I did make an fascinating remark whereas analyzing this information. This remark was executed simply after finishing a reasonably easy linear regression. The y-intercept for the regression was round $760k, which represented an estimated baseline price for having a college open. In easier phrases, by closing a college, and redistributing employees and finances {dollars}, the district will most likely see on common $760k in price financial savings per college. Subsequently closing as much as 20 faculties, sustaining staffing ranges, and redistributing college students, would save a bit over $15M. There’s an enormous hole between that and the $100M deficit that the closures intend to handle. This most likely warrants some further evaluation — if solely I had entry to raised (or much more) information…
Breaking Out is a Selection
As I went via this train, it turned more and more clear that FOIA and Public Data legal guidelines give a possibility (possibly unintended) to assist break via information jails when scrappy scraping abilities can’t be leveraged.
Others have doubtless requested this information previously, sought and acquired crucial approvals, and been supplied that information. And though that information shared with the requestor is taken into account public, it’s not made accessible to anybody else in a straightforward approach. Herein lies the issue. Why can’t I simply take a look at and use the information that others have already requested for and been given?
Wrapping Up
So — I built a thing. I scraped information from PDFs using a thing. However, I even have a request within the queue with Seattle Public Colleges and Seattle.gov to get entry to any info supplied by way of public requests and FOIAs for public college information over the past 2 years. These responses and the requests are additionally themselves public information.
However, for individuals who don’t have the talents to jot down code to scrape this themselves, this information stays simply past arm’s size, locked behind the bars of PDFs, webpages, & pictures. It doesn’t need to be that approach. And, it shouldn’t be that approach.

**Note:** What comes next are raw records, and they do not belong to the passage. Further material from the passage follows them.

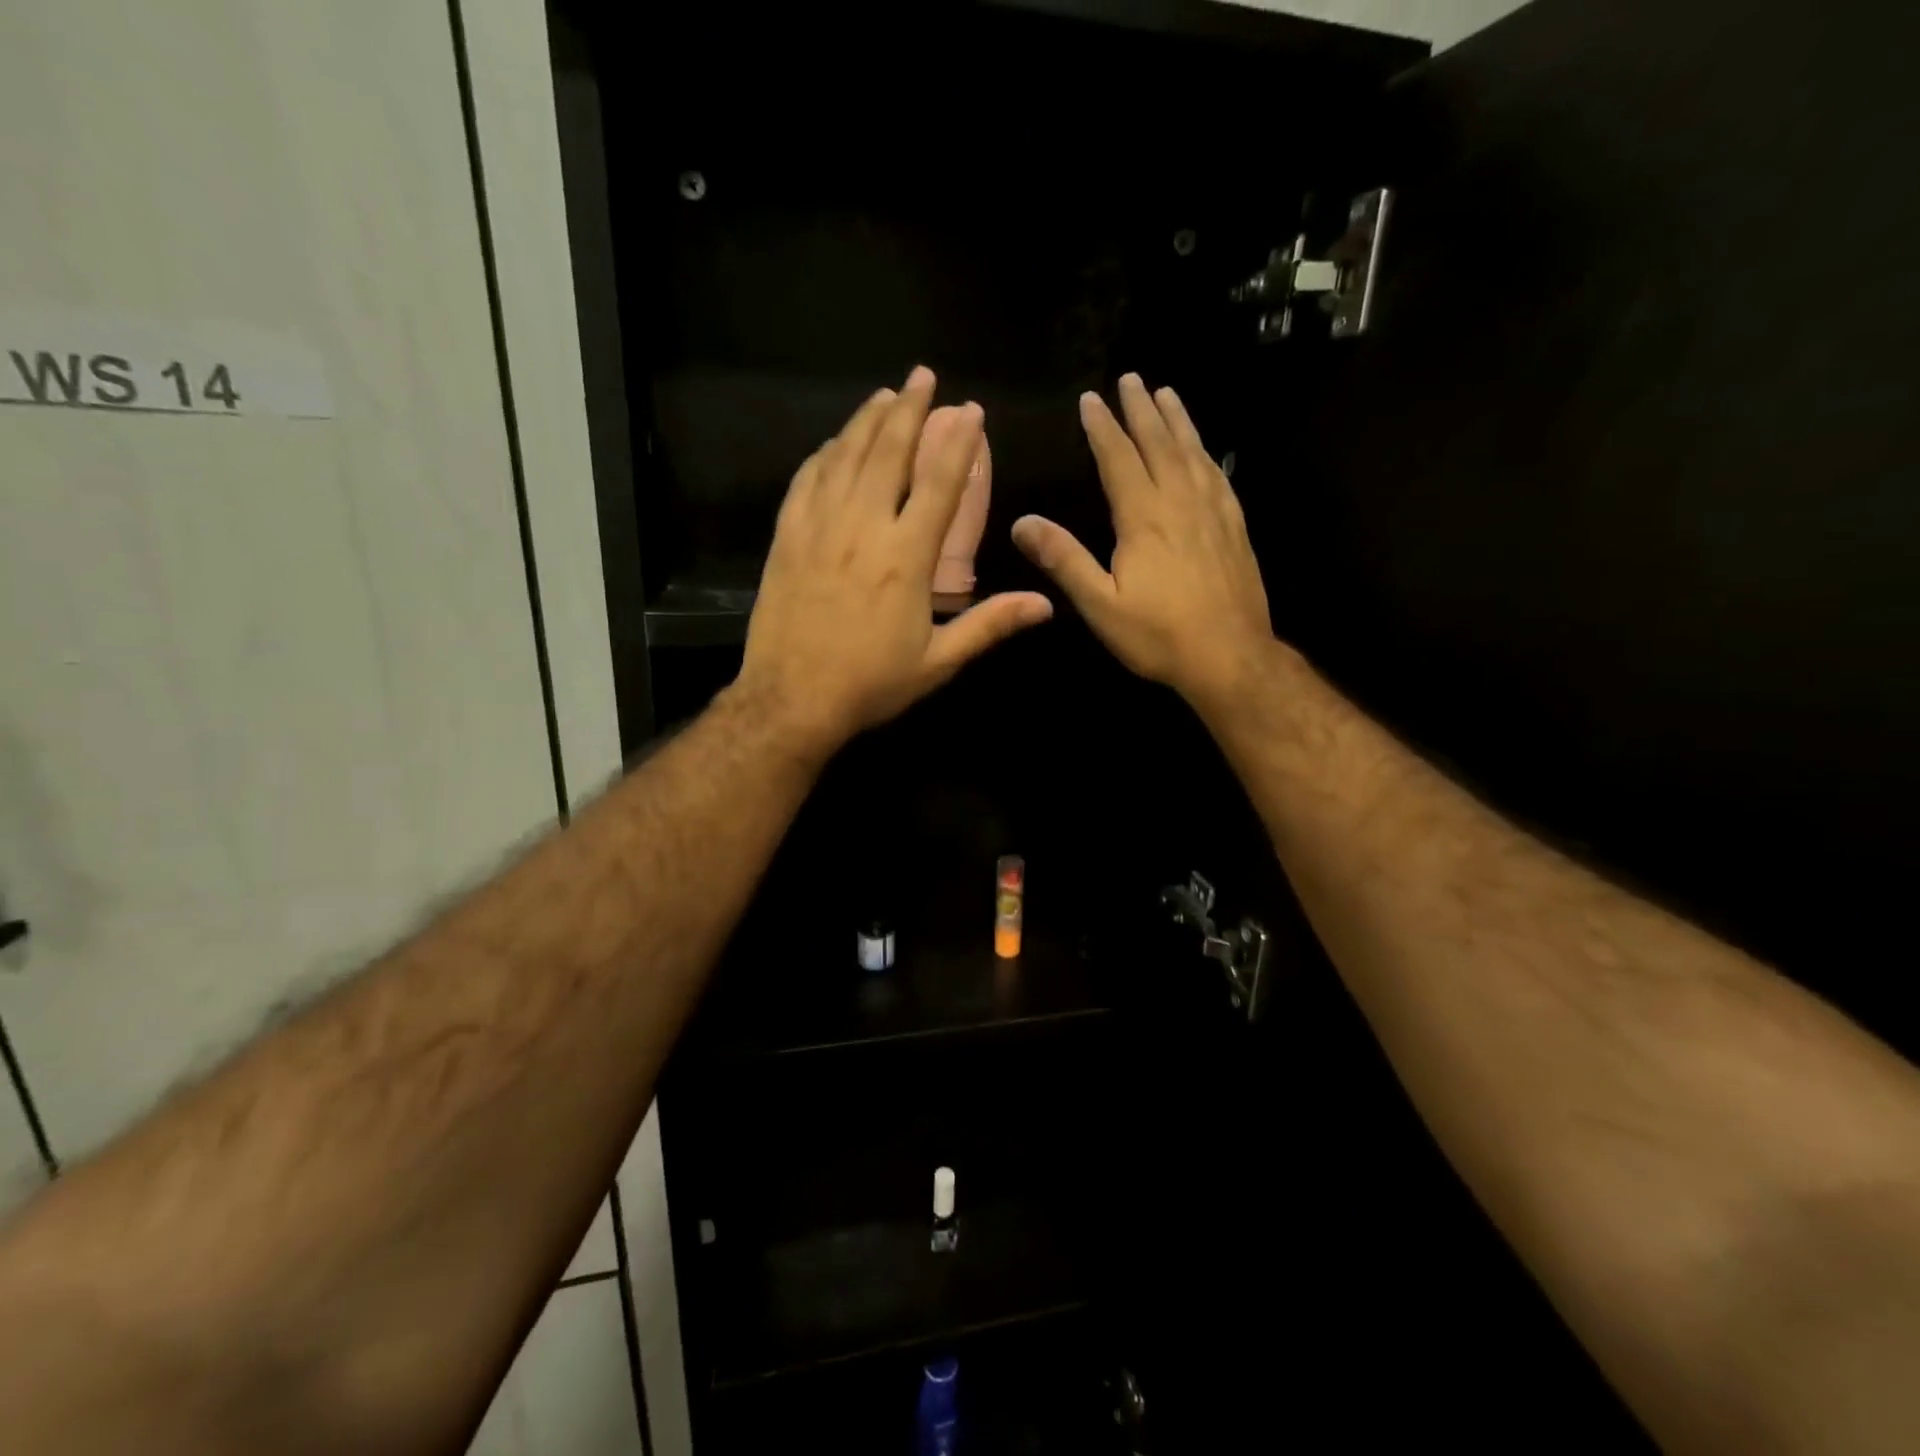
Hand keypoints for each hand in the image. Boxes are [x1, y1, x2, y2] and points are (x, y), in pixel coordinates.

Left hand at [735, 366, 1053, 755]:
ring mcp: (818, 528)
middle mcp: (862, 528)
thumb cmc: (870, 684)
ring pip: (844, 457)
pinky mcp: (787, 538)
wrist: (791, 701)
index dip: (958, 443)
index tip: (971, 411)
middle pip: (887, 452)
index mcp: (905, 557)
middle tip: (922, 376)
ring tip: (884, 396)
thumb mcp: (938, 661)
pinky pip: (806, 481)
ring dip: (866, 421)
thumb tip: (1045, 605)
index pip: (938, 484)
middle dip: (908, 409)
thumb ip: (990, 625)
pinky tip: (833, 444)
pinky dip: (824, 455)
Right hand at [1011, 373, 1274, 709]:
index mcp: (1143, 518)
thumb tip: (1022, 522)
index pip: (1119, 459)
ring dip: (1177, 420)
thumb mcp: (1100, 604)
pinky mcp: (1235, 528)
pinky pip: (1218, 476)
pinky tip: (1204, 450)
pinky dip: (1206, 453)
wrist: (1230, 657)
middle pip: (1159, 444)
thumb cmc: (1158, 634)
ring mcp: (1213, 513)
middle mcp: (1180, 503)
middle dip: (1141, 410)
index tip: (1091, 399)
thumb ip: (1063, 560)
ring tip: (1166, 394)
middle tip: (1131, 379)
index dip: (1103, 427)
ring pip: (1193, 453)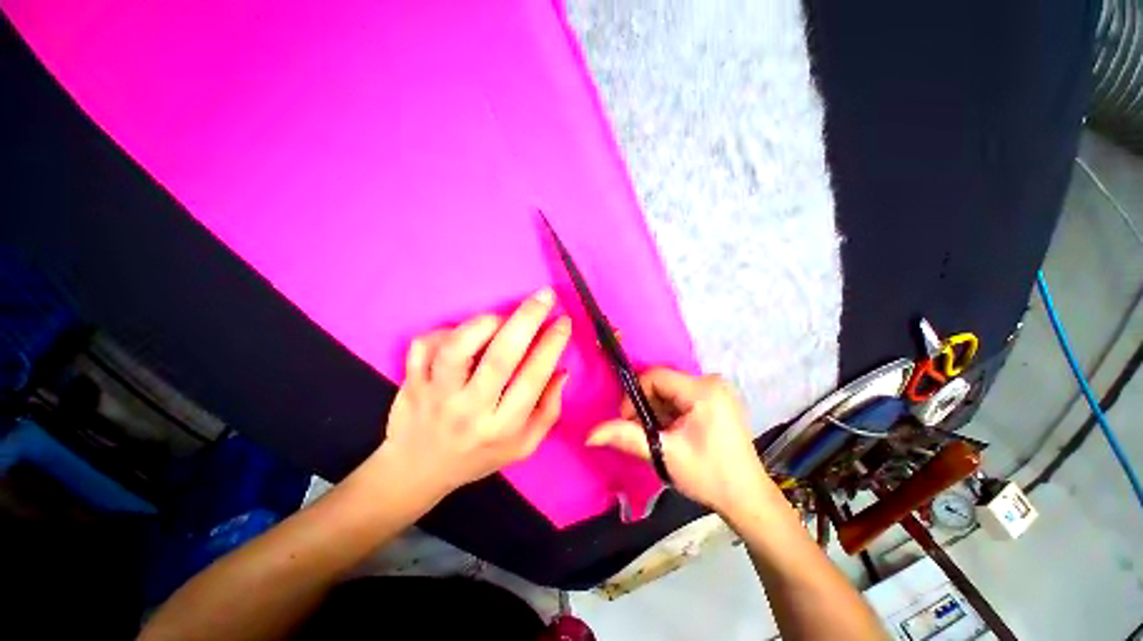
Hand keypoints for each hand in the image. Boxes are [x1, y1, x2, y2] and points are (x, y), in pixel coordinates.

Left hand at [374, 289, 570, 498]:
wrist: (417, 472)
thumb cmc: (477, 456)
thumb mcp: (523, 446)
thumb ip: (549, 411)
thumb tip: (561, 371)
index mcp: (501, 426)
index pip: (533, 377)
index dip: (552, 344)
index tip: (564, 320)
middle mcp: (469, 410)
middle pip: (500, 357)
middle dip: (527, 319)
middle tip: (545, 296)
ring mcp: (435, 395)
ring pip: (458, 348)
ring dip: (484, 322)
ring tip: (500, 316)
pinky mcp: (411, 382)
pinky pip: (424, 346)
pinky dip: (444, 330)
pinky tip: (460, 334)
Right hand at [587, 369, 774, 516]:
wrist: (747, 498)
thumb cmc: (709, 476)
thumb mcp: (665, 454)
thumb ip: (626, 437)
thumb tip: (590, 435)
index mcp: (703, 390)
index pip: (655, 376)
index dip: (635, 395)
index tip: (629, 421)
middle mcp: (712, 381)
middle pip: (663, 382)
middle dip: (647, 405)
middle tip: (643, 431)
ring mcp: (717, 389)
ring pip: (671, 389)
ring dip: (658, 409)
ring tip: (659, 434)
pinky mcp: (718, 398)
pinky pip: (682, 395)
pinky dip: (671, 410)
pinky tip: (673, 431)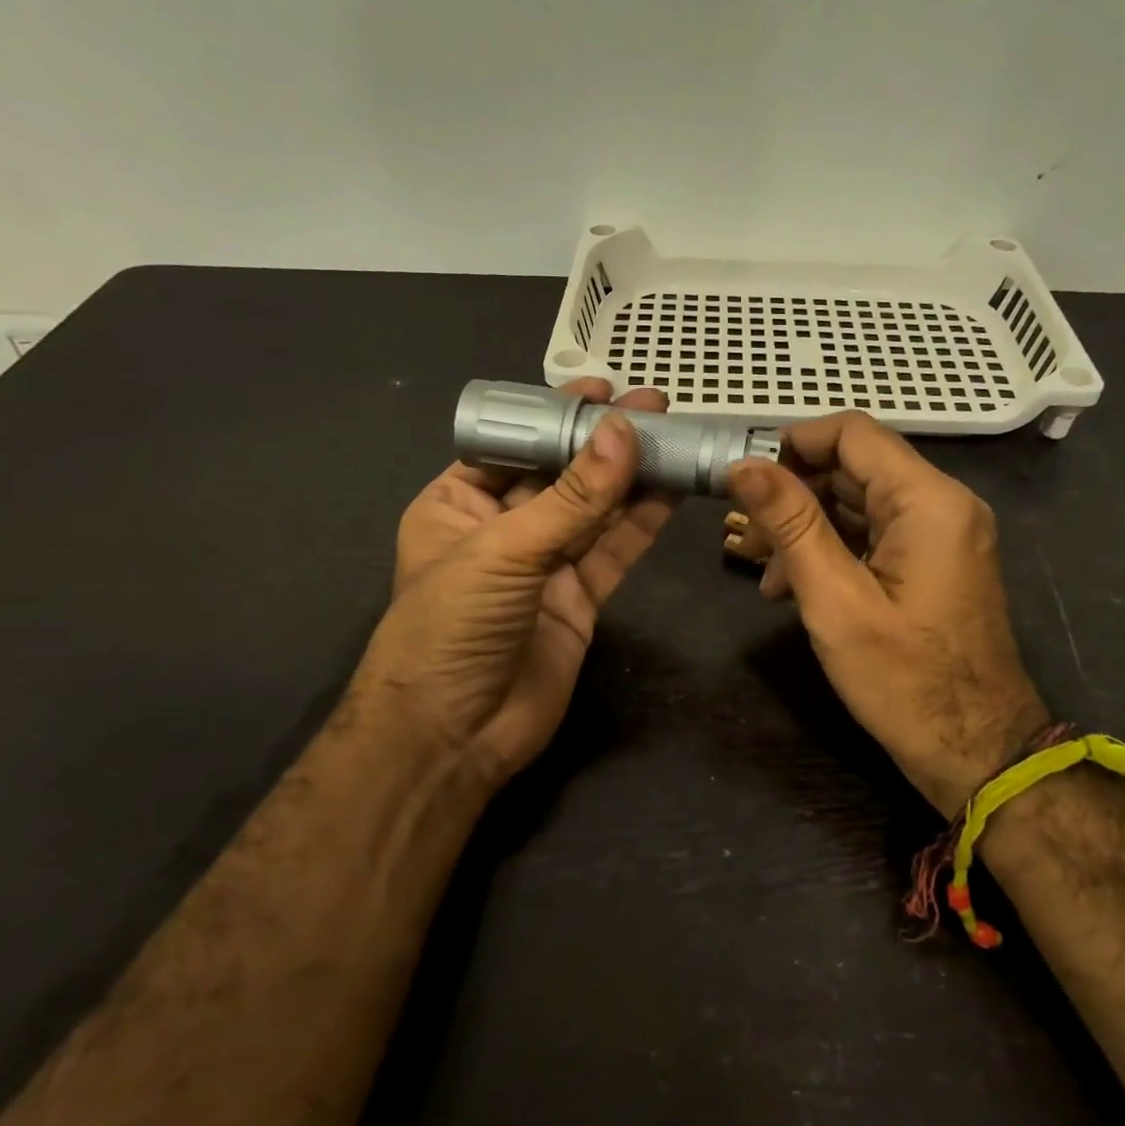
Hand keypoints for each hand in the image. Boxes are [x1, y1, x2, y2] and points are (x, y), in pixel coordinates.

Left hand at [362, 381, 676, 796]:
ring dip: (630, 478)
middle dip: (602, 442)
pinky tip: (670, 491)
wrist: (454, 736)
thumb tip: (623, 432)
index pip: (513, 446)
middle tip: (653, 406)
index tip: (601, 389)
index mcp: (456, 505)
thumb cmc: (451, 629)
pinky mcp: (579, 600)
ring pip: (594, 512)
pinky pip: (613, 552)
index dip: (555, 416)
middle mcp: (501, 530)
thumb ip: (571, 497)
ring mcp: (543, 567)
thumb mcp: (504, 551)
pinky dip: (640, 523)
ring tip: (673, 437)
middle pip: (560, 475)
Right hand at [726, 413, 1047, 816]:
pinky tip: (792, 588)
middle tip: (744, 535)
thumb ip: (791, 523)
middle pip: (855, 468)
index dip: (793, 443)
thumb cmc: (905, 682)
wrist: (977, 752)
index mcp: (929, 501)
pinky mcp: (934, 563)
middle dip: (794, 494)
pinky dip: (833, 551)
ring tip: (763, 574)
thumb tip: (744, 465)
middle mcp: (943, 504)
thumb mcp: (835, 600)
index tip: (744, 478)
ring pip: (860, 505)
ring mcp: (943, 535)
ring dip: (807, 528)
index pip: (853, 433)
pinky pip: (876, 536)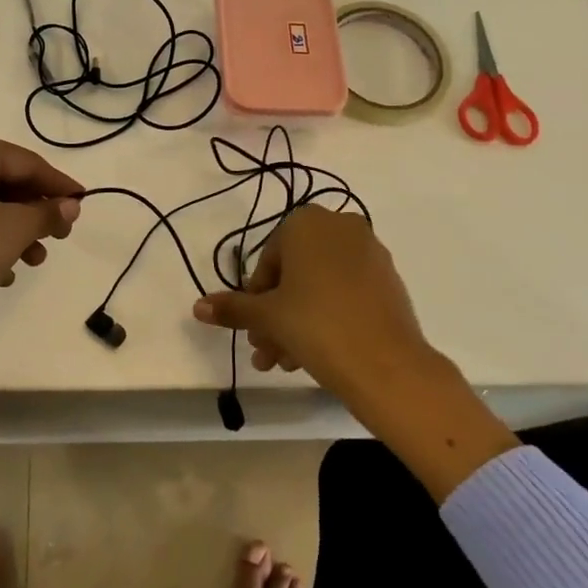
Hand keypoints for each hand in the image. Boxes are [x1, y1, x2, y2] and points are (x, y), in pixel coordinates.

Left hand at [0, 128, 82, 361]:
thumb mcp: (16, 229)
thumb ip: (48, 212)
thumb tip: (71, 205)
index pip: (23, 162)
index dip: (57, 184)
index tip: (82, 201)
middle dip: (31, 211)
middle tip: (59, 235)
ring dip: (10, 228)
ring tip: (33, 260)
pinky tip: (1, 270)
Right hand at [193, 205, 433, 412]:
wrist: (387, 364)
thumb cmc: (317, 325)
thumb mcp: (267, 317)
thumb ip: (233, 308)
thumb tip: (198, 307)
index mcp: (307, 223)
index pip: (268, 260)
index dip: (256, 298)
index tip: (254, 330)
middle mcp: (341, 227)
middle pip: (295, 274)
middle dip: (276, 315)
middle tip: (266, 352)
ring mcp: (370, 252)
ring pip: (320, 286)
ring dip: (298, 321)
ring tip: (288, 363)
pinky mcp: (390, 280)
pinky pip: (347, 292)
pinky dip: (329, 315)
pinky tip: (318, 354)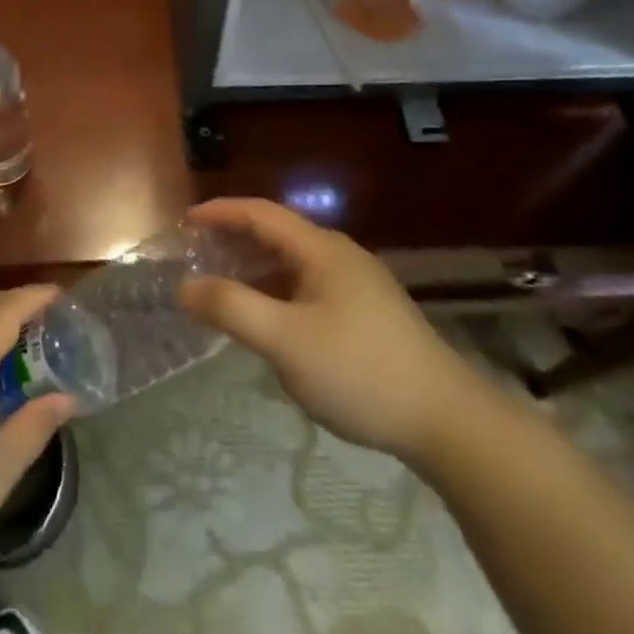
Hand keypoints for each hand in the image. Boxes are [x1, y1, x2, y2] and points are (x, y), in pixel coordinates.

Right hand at [181, 197, 488, 462]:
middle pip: (277, 235)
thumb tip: (186, 287)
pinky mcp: (367, 315)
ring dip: (254, 270)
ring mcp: (358, 286)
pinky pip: (308, 289)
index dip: (221, 211)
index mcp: (322, 250)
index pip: (261, 214)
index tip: (185, 221)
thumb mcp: (285, 341)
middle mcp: (340, 257)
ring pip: (293, 265)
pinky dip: (276, 293)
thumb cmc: (360, 371)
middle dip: (233, 240)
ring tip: (221, 288)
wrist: (448, 422)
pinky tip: (267, 322)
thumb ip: (231, 308)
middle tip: (196, 255)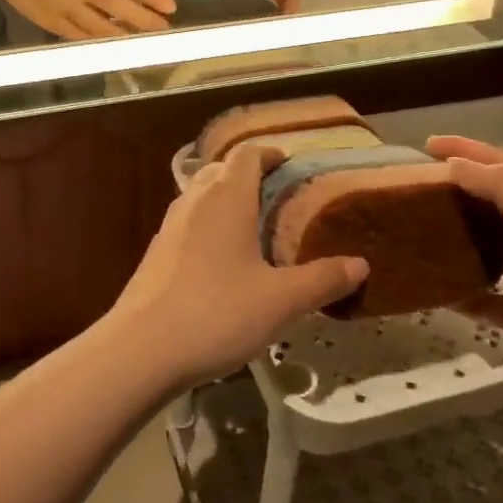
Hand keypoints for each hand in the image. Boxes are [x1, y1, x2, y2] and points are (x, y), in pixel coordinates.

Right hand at [0, 0, 175, 39]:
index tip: (170, 7)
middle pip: (117, 5)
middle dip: (144, 20)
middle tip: (163, 29)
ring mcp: (65, 5)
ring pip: (101, 26)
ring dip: (125, 35)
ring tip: (143, 41)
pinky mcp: (53, 23)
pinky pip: (82, 37)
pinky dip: (100, 42)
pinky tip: (116, 47)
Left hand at [108, 146, 367, 391]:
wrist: (141, 349)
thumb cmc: (217, 313)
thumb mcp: (280, 301)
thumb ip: (322, 280)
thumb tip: (361, 265)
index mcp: (226, 197)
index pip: (247, 154)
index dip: (269, 154)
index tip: (290, 165)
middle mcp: (194, 201)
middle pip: (221, 171)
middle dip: (249, 177)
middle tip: (280, 199)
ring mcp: (169, 227)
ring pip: (201, 197)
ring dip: (227, 202)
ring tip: (255, 230)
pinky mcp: (156, 253)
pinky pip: (189, 225)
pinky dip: (209, 228)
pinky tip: (224, 263)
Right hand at [426, 136, 502, 400]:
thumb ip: (500, 188)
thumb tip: (453, 164)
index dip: (470, 150)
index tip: (428, 143)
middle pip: (495, 206)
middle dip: (459, 193)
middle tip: (413, 188)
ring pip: (488, 252)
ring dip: (456, 242)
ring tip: (414, 232)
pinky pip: (485, 301)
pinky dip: (460, 294)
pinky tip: (429, 289)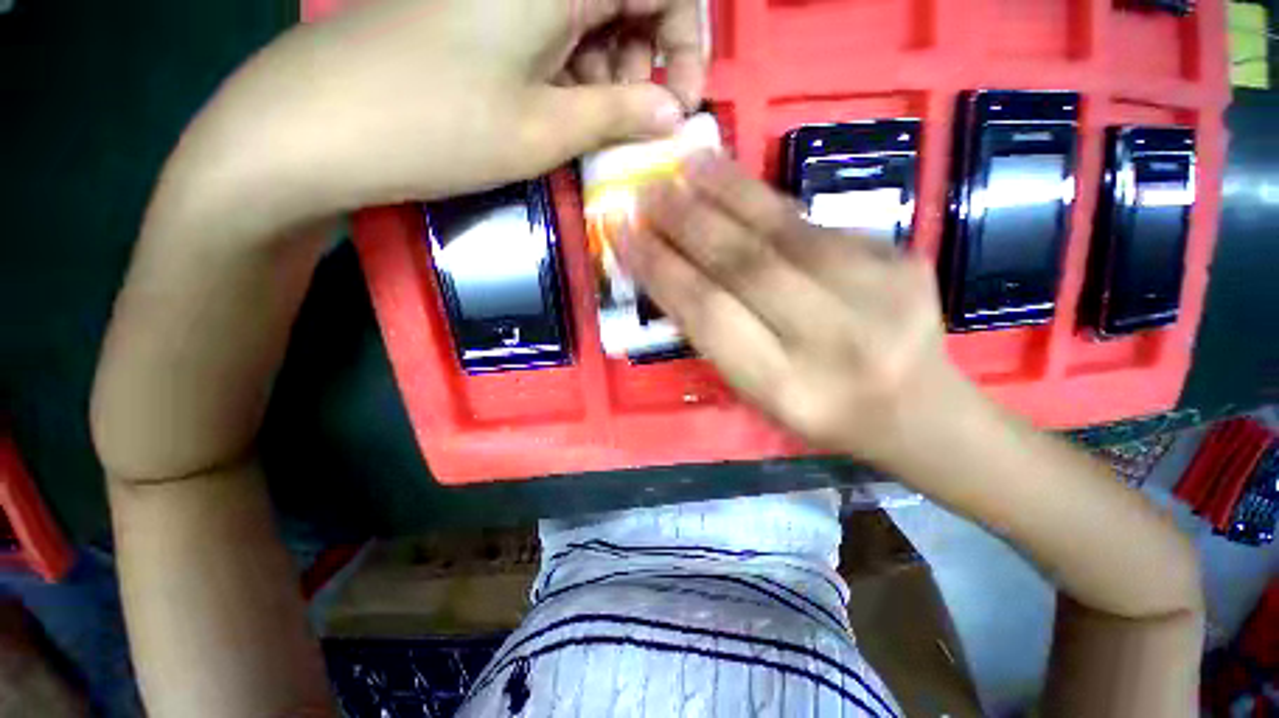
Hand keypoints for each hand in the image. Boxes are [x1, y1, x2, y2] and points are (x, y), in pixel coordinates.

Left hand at [183, 0, 704, 225]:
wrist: (318, 127)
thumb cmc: (438, 128)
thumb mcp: (544, 130)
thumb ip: (620, 113)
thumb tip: (675, 115)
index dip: (688, 42)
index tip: (681, 106)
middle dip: (649, 62)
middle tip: (631, 122)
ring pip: (595, 16)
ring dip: (611, 72)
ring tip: (589, 124)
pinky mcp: (481, 9)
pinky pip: (554, 29)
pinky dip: (574, 71)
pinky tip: (555, 109)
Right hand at [626, 153, 970, 464]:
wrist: (915, 408)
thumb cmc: (820, 411)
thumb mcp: (756, 391)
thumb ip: (715, 334)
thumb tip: (672, 270)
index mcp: (786, 387)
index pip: (709, 315)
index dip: (662, 272)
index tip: (625, 236)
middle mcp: (832, 341)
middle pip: (745, 267)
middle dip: (688, 224)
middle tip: (650, 191)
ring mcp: (877, 293)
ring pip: (785, 231)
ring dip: (727, 193)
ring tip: (689, 164)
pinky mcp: (900, 259)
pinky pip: (814, 224)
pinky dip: (766, 203)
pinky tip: (736, 186)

There are definitely discussions available on formalizing on a constant format for information within the first place. Issues like normal desk codecs akin to Delta Lake appear to be a really scalable and cheap resolution throughout the board (Thanks Robert Dale Thompson), however even making the information from previous FOIAs and public information requests accessible on present websites akin to data.seattle.gov appear to be desk stakes.
Let’s work collectively to unlock the potential of public information. Take a look at my Streamlit app to see how accessible information could make an actual distinction. Be part of me in advocating for open information by reaching out to your native representatives and backing initiatives that promote transparency. Share your individual experiences and data along with your neighborhood to unfold consciousness and drive change. Collectively, we will break down these information jails and guarantee info is actually accessible to everybody.
Extra to return, as soon as I get entry to the information.